Keberhasilan operasi ini disampaikan dalam konferensi pers yang digelar di Joglo Kodaeral VIII, Senin (2/2/2026), yang dipimpin Wakil Komandan Kodaeral VIII Laksamana Pertama TNI Tony Herdijanto mewakili Dankodaeral VIII Laksda TNI Dery Triesananto Suhendi.

Penindakan dilakukan berdasarkan informasi intelijen terkait aktivitas penyelundupan dari luar negeri yang masuk ke wilayah perairan Manado.

Menindaklanjuti laporan tersebut, Tim QR-8 Kodaeral VIII berkoordinasi dengan unsur siaga di Pelabuhan KSOP Manado dan melakukan pengejaran menggunakan Rigid Buoyancy Boat (RBB).

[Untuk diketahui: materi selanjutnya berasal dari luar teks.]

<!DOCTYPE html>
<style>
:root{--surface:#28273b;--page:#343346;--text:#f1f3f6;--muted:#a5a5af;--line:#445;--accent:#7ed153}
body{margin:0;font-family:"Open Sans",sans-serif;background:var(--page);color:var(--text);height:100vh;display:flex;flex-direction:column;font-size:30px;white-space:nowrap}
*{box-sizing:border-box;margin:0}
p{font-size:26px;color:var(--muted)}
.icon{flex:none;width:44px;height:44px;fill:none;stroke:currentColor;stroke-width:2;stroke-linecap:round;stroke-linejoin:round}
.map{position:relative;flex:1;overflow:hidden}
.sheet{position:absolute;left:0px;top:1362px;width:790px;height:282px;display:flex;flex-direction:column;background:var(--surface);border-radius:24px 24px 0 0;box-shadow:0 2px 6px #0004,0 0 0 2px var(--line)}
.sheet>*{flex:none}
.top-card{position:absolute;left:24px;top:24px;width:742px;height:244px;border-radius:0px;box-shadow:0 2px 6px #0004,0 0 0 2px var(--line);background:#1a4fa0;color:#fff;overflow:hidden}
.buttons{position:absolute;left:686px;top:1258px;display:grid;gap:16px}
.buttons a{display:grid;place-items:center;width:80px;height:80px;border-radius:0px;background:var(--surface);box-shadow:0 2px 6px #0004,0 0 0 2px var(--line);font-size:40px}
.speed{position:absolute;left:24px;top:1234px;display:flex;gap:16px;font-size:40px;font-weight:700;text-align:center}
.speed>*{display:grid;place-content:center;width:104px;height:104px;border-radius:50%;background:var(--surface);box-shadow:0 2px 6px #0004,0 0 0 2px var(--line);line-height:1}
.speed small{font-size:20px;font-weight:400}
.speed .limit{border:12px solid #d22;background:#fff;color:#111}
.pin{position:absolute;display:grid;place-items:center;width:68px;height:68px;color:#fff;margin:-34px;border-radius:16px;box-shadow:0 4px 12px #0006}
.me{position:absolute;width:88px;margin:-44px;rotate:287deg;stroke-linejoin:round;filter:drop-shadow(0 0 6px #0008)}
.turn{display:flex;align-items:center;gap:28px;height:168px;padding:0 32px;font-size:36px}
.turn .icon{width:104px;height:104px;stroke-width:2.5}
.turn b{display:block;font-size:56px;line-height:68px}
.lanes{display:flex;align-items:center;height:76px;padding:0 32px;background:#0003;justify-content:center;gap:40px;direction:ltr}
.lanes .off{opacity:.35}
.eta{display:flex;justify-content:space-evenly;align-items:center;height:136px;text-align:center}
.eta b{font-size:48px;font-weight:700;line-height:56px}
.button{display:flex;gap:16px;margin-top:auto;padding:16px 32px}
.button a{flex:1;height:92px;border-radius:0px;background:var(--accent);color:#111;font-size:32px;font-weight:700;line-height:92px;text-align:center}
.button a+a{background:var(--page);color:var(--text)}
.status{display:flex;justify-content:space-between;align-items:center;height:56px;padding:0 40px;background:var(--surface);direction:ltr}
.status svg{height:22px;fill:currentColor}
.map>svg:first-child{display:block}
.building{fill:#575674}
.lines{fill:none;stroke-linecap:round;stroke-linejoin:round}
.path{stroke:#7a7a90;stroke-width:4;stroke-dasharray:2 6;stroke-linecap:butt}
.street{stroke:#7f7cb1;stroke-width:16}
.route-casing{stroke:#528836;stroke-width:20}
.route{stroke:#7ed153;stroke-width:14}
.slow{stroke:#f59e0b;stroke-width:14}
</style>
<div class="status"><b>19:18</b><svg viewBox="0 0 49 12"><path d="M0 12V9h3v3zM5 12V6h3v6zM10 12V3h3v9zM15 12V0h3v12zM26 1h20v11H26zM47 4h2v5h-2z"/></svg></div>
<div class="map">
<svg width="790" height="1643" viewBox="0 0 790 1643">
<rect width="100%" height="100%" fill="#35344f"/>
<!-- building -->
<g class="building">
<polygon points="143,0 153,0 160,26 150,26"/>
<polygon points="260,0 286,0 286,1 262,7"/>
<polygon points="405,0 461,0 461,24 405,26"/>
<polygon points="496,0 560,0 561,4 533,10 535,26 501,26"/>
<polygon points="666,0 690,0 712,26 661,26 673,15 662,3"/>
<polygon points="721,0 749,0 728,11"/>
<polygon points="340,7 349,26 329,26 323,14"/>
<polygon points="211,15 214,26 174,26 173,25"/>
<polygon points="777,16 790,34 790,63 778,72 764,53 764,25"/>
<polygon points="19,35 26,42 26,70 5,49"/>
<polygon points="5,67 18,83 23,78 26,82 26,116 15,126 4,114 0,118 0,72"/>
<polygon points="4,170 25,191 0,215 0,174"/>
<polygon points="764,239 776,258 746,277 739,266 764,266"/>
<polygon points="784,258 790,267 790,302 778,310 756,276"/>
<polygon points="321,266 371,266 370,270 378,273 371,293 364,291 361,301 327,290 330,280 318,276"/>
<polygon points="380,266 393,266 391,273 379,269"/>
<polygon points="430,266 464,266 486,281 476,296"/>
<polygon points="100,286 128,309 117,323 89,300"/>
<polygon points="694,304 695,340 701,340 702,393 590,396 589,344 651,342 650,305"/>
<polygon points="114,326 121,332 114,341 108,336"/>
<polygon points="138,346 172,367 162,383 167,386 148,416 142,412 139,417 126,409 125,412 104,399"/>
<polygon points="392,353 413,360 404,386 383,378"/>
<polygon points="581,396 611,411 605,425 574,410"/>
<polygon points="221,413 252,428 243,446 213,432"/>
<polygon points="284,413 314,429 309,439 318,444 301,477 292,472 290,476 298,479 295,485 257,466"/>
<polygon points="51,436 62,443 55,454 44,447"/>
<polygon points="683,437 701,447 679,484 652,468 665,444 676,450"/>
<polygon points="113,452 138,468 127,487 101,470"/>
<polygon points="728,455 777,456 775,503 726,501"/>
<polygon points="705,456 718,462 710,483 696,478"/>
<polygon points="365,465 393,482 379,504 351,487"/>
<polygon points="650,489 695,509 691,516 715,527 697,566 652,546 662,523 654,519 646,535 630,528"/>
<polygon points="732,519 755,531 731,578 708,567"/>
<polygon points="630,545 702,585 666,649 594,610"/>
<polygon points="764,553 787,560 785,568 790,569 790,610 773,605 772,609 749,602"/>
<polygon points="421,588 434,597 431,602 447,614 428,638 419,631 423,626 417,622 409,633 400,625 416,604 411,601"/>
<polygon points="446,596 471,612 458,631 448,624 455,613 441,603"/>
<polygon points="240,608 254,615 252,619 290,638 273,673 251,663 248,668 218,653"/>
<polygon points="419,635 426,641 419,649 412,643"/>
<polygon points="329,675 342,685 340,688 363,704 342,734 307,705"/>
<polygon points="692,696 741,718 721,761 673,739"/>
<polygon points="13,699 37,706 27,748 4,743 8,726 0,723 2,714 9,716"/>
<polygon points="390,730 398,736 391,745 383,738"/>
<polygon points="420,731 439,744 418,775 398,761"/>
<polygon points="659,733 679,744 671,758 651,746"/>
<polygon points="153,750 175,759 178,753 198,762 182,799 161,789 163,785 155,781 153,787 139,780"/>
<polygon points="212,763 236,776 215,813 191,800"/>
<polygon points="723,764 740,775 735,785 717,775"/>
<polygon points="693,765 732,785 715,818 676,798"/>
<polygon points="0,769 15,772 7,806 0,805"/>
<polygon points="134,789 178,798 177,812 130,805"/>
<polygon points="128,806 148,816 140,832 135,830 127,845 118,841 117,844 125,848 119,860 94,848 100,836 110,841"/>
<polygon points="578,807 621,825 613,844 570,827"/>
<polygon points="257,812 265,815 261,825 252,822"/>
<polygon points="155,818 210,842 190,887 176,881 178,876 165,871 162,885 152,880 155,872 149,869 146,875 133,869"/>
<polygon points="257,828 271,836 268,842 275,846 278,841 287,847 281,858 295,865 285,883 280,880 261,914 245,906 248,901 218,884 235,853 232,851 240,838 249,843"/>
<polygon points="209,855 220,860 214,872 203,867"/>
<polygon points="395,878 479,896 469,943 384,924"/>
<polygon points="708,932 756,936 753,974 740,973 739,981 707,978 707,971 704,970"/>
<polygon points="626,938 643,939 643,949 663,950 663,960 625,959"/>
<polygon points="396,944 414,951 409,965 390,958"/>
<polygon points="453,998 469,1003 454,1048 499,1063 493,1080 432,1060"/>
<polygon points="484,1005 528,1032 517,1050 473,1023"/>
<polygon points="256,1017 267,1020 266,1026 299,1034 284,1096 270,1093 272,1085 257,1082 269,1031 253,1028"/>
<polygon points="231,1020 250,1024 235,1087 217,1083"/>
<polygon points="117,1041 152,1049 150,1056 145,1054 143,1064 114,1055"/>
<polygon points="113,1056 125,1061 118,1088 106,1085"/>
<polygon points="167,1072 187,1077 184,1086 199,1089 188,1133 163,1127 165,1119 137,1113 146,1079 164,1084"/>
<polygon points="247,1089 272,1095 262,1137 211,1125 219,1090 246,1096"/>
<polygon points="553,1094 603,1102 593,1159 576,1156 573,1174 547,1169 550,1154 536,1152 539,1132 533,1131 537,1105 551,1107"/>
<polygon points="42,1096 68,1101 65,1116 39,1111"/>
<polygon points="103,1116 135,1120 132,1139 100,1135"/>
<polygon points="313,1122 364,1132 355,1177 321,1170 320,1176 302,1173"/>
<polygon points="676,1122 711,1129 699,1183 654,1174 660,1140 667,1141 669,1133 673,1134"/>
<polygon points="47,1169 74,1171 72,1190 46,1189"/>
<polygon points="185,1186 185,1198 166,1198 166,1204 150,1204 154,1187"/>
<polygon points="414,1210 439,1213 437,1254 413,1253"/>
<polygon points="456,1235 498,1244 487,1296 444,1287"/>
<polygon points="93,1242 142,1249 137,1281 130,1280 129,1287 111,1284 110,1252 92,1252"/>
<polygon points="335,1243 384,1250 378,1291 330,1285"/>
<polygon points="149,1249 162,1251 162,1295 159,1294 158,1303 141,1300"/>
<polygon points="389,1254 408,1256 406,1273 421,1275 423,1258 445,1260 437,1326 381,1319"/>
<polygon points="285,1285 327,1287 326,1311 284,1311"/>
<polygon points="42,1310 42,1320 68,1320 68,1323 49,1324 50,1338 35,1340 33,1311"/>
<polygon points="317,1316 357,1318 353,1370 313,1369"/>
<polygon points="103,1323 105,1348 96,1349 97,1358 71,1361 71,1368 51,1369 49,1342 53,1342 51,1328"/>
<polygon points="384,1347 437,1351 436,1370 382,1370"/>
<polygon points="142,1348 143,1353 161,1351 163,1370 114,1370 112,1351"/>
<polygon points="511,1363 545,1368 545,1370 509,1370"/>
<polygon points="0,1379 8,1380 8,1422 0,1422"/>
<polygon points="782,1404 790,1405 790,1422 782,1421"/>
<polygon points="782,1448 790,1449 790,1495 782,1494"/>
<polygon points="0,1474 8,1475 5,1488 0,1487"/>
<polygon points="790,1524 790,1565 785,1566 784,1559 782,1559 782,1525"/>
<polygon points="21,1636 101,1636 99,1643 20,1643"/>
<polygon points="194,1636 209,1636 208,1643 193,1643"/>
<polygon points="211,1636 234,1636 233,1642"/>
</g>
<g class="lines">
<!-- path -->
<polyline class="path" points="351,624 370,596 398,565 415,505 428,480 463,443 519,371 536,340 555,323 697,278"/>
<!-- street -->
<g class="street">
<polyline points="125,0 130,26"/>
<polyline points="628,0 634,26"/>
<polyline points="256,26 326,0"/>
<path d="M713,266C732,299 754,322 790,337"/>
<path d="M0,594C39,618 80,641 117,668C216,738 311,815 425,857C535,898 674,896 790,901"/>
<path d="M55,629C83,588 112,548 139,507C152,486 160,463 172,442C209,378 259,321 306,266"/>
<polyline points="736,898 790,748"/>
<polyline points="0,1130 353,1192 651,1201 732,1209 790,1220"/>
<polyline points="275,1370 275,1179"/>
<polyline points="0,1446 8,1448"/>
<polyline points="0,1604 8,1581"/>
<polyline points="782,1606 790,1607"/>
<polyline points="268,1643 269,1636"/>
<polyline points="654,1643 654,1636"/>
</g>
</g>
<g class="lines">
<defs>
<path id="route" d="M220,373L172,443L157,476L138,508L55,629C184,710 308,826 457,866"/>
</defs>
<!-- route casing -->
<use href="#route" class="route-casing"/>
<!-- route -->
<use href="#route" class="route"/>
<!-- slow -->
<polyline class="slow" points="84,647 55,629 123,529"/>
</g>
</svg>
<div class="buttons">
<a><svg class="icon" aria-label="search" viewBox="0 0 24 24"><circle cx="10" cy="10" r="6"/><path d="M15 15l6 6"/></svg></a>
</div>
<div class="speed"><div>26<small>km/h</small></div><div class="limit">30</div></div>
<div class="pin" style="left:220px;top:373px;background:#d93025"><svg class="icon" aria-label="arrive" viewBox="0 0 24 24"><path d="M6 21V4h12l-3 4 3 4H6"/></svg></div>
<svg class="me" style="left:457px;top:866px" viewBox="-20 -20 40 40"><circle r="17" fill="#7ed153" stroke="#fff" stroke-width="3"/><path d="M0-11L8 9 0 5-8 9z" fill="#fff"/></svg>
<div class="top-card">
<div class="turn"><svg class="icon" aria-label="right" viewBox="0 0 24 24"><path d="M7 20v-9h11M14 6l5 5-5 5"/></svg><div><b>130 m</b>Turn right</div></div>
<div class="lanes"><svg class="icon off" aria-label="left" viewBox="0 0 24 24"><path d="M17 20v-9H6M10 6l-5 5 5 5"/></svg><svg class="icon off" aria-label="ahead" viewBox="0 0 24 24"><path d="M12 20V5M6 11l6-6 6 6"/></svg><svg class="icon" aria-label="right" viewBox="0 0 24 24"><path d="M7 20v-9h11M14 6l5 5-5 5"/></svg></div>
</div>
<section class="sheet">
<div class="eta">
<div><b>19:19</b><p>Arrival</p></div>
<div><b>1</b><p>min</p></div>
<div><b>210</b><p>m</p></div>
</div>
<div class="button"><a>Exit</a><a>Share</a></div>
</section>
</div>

Sekitar pukul 20.00 WITA, pumpboat tersebut berhasil dihentikan pada titik koordinat 01°31″55,62 U – 124°49’26,48 T. Saat pemeriksaan, petugas menemukan satu orang nakhoda dan dua anak buah kapal (ABK) beserta muatan ilegal di atas kapal.

Barang bukti yang diamankan berupa 13 karung sianida masing-masing seberat 50 kilogram dengan total sekitar 650 kilogram, serta tiga dus minuman keras yang terdiri dari satu dus merek Carlo Rosi dan dua dus merek Bargin.

BACA JUGA  KRI Semarang-594 Singgah di Bitung, 105 Taruna AAL Latihan KJK 2025

Nilai total barang temuan diperkirakan mencapai lebih dari Rp654 juta yang berpotensi menimbulkan kerugian negara dalam jumlah besar.

Seluruh barang bukti bersama pumpboat diamankan ke Markas Kodaeral VIII untuk menjalani proses pemeriksaan dan penyidikan lebih lanjut.

Kodaeral VIII menegaskan bahwa pengangkutan bahan berbahaya tersebut melanggar Undang-Undang Nomor 17 Tahun 2008 tentang Pelayaran sebagaimana telah diperbarui melalui Undang-Undang Nomor 66 Tahun 2024.

Pihak Kodaeral VIII memastikan komitmennya untuk terus memperketat pengawasan laut serta menindak tegas setiap bentuk pelanggaran hukum di wilayah perairan Sulawesi Utara.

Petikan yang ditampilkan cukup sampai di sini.